(Excerpts from a dataset)
====

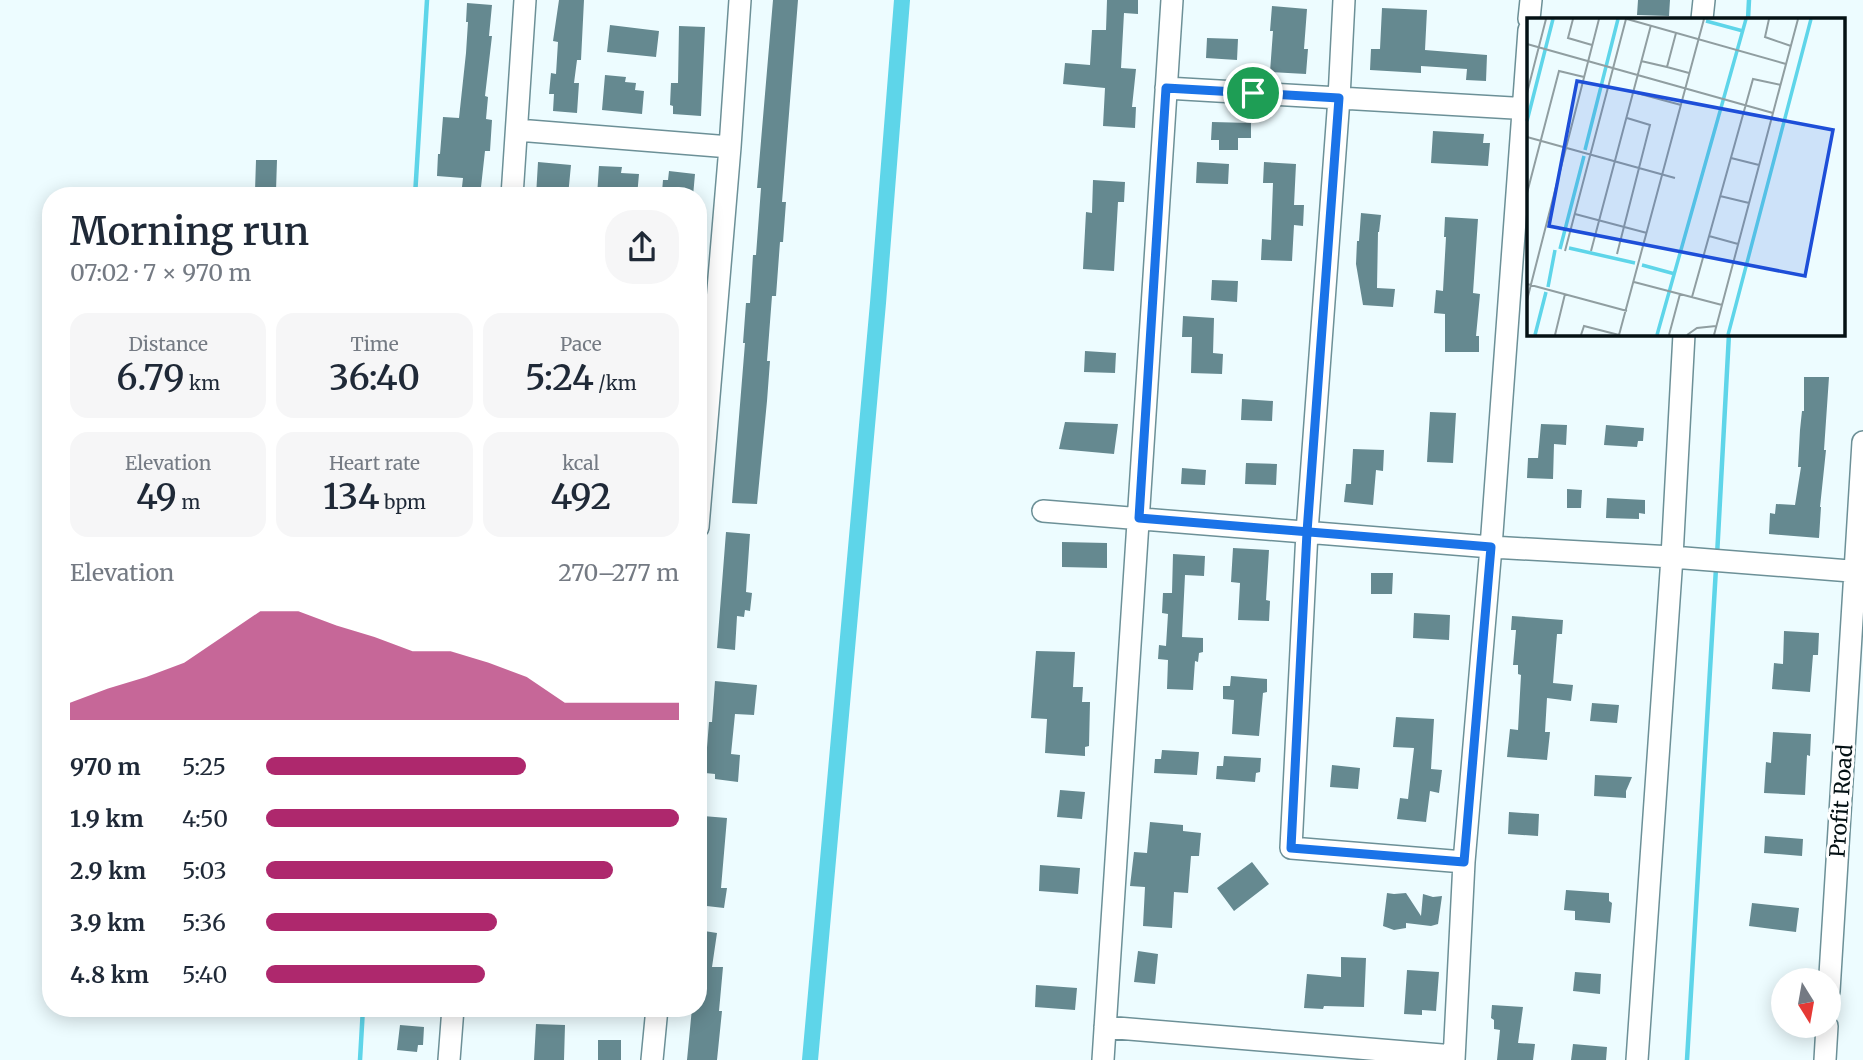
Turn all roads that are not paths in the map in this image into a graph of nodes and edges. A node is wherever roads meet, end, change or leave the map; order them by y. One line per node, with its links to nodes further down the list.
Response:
1 (525, 0): 13 (street)
2 (740, 0): 14 (street)
3 (1172, 0): 10 (street)
4 (1344, 0): 11 (street)
5 (1531, 0): 7 (street)
6 (1704, 0): 8 (street)
7 (1529, 18)
8 (1702, 18)
9 (1527, 83): 12 (street)
10 (1166, 88): 11 (street); 20 (street)
11 (1339, 98): 12 (street); 21 (street)
12 (1526, 109): 22 (street)
13 (517, 130): 14 (street); 15 (street)
14 (730, 147): 17 (street)
15 (513, 187)
16 (1684, 336): 23 (street)
17 (707, 393)
18 (1863, 442): 24 (street, Profit Road)
19 (1043, 510): 20 (street)
20 (1139, 518): 21 (street); 29 (street)
21 (1307, 532): 22 (street); 25 (street)
22 (1491, 547): 23 (street); 25 (street)
23 (1672, 557): 24 (street); 35 (street)
24 (1859, 572): 26 (street, Profit Road)
25 (1464, 862): 31 (street)
26 (1831, 968)
27 (452, 1017): 32 (street)
28 (655, 1017): 33 (street)
29 (1105, 1027): 31 (street); 34 (street)
30 (1826, 1038): 36 (street)
31 (1454, 1058)
32 (449, 1060)
33 (652, 1060)
34 (1103, 1060)
35 (1637, 1060)
36 (1825, 1060)

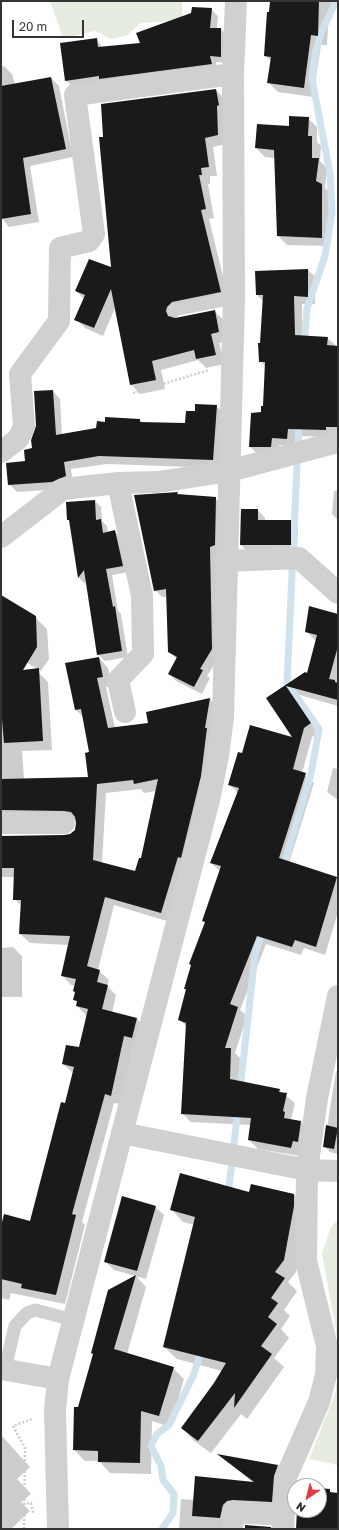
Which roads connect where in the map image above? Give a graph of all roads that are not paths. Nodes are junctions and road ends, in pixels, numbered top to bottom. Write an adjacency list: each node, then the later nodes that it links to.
1 (236, 1): 2 (street)
2 (233, 74): 3 (street); 6 (street)
3 (234, 298): 4 (lane); 7 (street)
4 (174, 310)
5 (338, 442): 7 (street)
6 (1, 452)
7 (229, 471): 8 (street); 10 (street)
8 (118, 483): 9 (street); 12 (street)
9 (1, 537)
10 (226, 561): 11 (street); 16 (street)
11 (338, 593)
12 (125, 712)
13 (1, 823): 14 (street)
14 (64, 823)
15 (338, 996): 17 (street)
16 (122, 1133): 17 (street); 19 (street)
17 (307, 1170): 18 (street); 22 (street)
18 (338, 1171)
19 (74, 1320): 20 (lane); 21 (street)
20 (3, 1369): 21 (street)
21 (58, 1379): 23 (street)
22 (283, 1522): 24 (street)
23 (58, 1529)
24 (232, 1529)

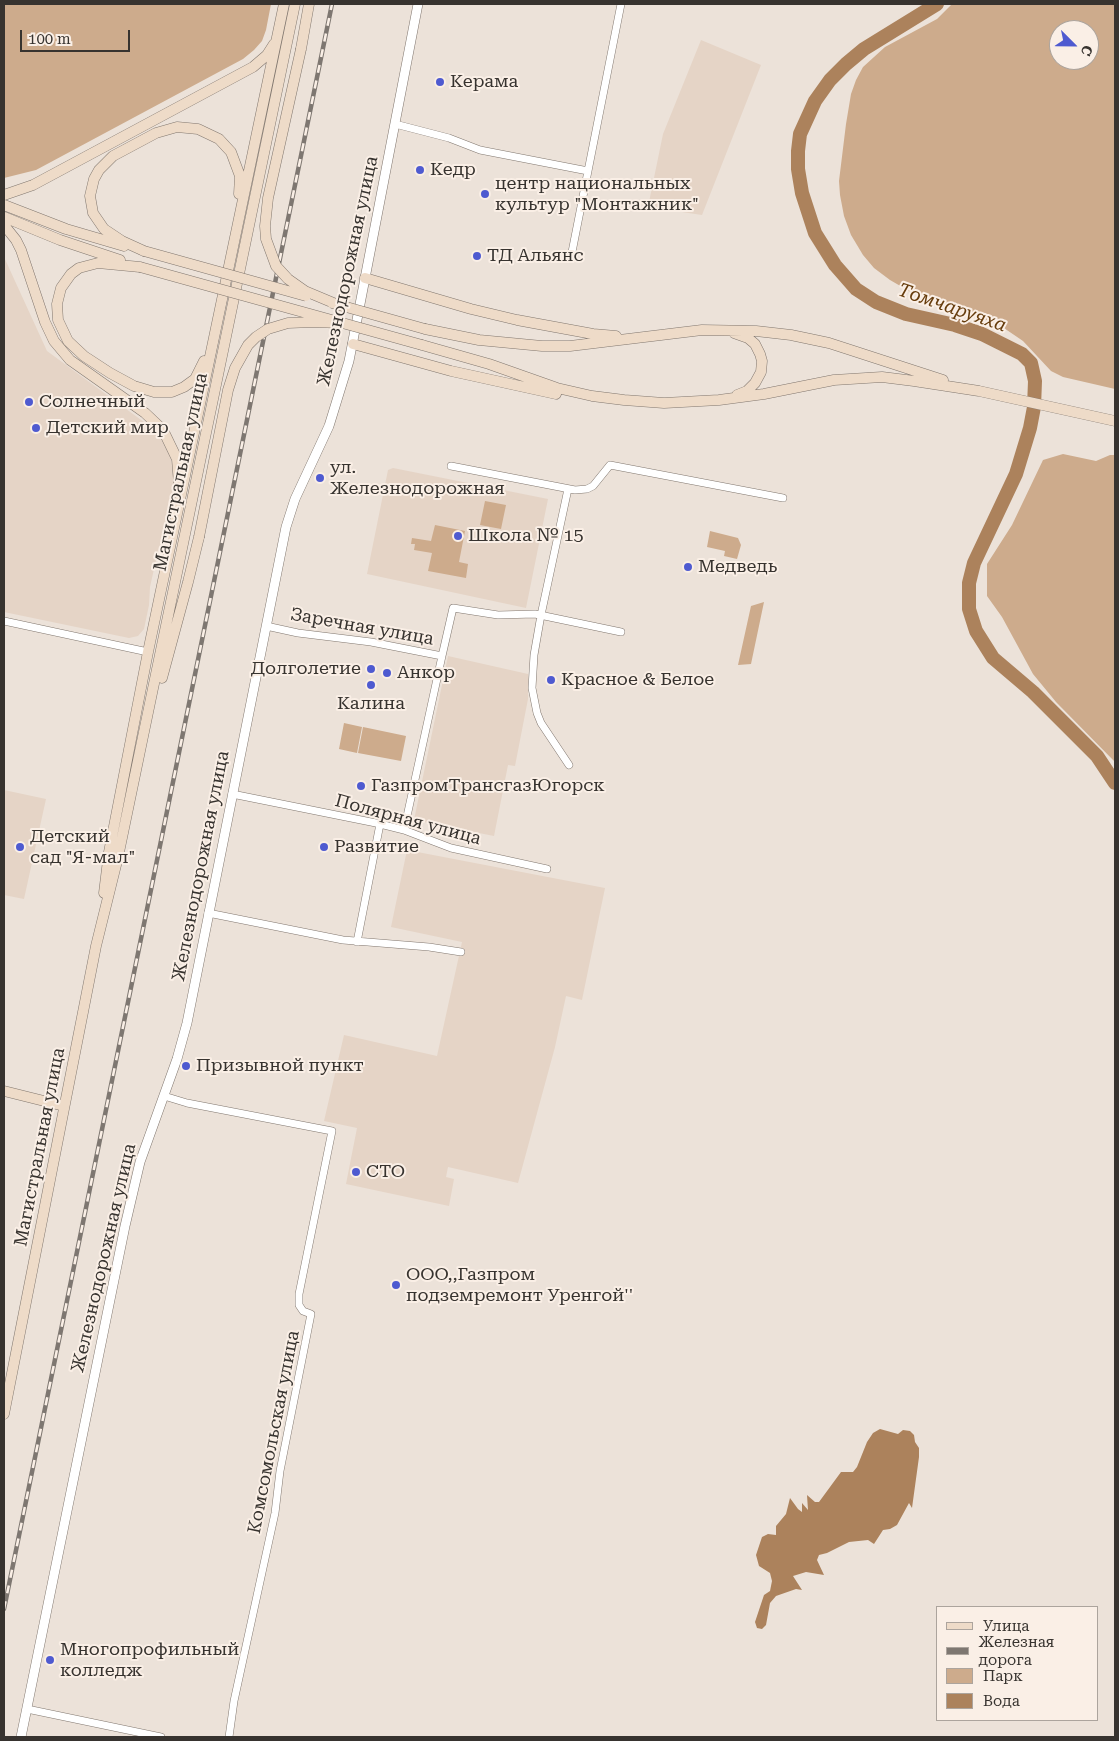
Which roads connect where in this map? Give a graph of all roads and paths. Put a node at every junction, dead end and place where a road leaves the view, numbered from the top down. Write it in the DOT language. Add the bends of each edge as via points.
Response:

====

Retype all entries above verbatim; no pictures belong in the copy.

Turn all roads that are not paths in the map in this image into a graph of nodes and edges. A node is wherever roads meet, end, change or leave the map; order them by y. One line per node, with its links to nodes further down the list.
Response:
1 (525, 0): 13 (street)
2 (740, 0): 14 (street)
3 (1172, 0): 10 (street)
4 (1344, 0): 11 (street)
5 (1531, 0): 7 (street)
6 (1704, 0): 8 (street)
7 (1529, 18)
8 (1702, 18)
9 (1527, 83): 12 (street)
10 (1166, 88): 11 (street); 20 (street)
11 (1339, 98): 12 (street); 21 (street)
12 (1526, 109): 22 (street)
13 (517, 130): 14 (street); 15 (street)
14 (730, 147): 17 (street)
15 (513, 187)
16 (1684, 336): 23 (street)
17 (707, 393)
18 (1863, 442): 24 (street, Profit Road)
19 (1043, 510): 20 (street)
20 (1139, 518): 21 (street); 29 (street)
21 (1307, 532): 22 (street); 25 (street)
22 (1491, 547): 23 (street); 25 (street)
23 (1672, 557): 24 (street); 35 (street)
24 (1859, 572): 26 (street, Profit Road)
25 (1464, 862): 31 (street)
26 (1831, 968)
27 (452, 1017): 32 (street)
28 (655, 1017): 33 (street)
29 (1105, 1027): 31 (street); 34 (street)
30 (1826, 1038): 36 (street)
31 (1454, 1058)
32 (449, 1060)
33 (652, 1060)
34 (1103, 1060)
35 (1637, 1060)
36 (1825, 1060)

Which roads connect where in the map image above? Give a graph of all roads that are not paths. Nodes are junctions and road ends, in pixels, numbered top to bottom. Write an adjacency list: each node, then the later nodes that it links to.
1 (236, 1): 2 (street)
2 (233, 74): 3 (street); 6 (street)
3 (234, 298): 4 (lane); 7 (street)
4 (174, 310)
5 (338, 442): 7 (street)
6 (1, 452)
7 (229, 471): 8 (street); 10 (street)
8 (118, 483): 9 (street); 12 (street)
9 (1, 537)
10 (226, 561): 11 (street); 16 (street)
11 (338, 593)
12 (125, 712)
13 (1, 823): 14 (street)
14 (64, 823)
15 (338, 996): 17 (street)
16 (122, 1133): 17 (street); 19 (street)
17 (307, 1170): 18 (street); 22 (street)
18 (338, 1171)
19 (74, 1320): 20 (lane); 21 (street)
20 (3, 1369): 21 (street)
21 (58, 1379): 23 (street)
22 (283, 1522): 24 (street)
23 (58, 1529)
24 (232, 1529)

Which roads connect where in this map? Give a graph of all roads and paths. Put a node at every junction, dead end and place where a road leaves the view, numbered from the top down. Write it in the DOT language. Add the bends of each edge as via points.
Response:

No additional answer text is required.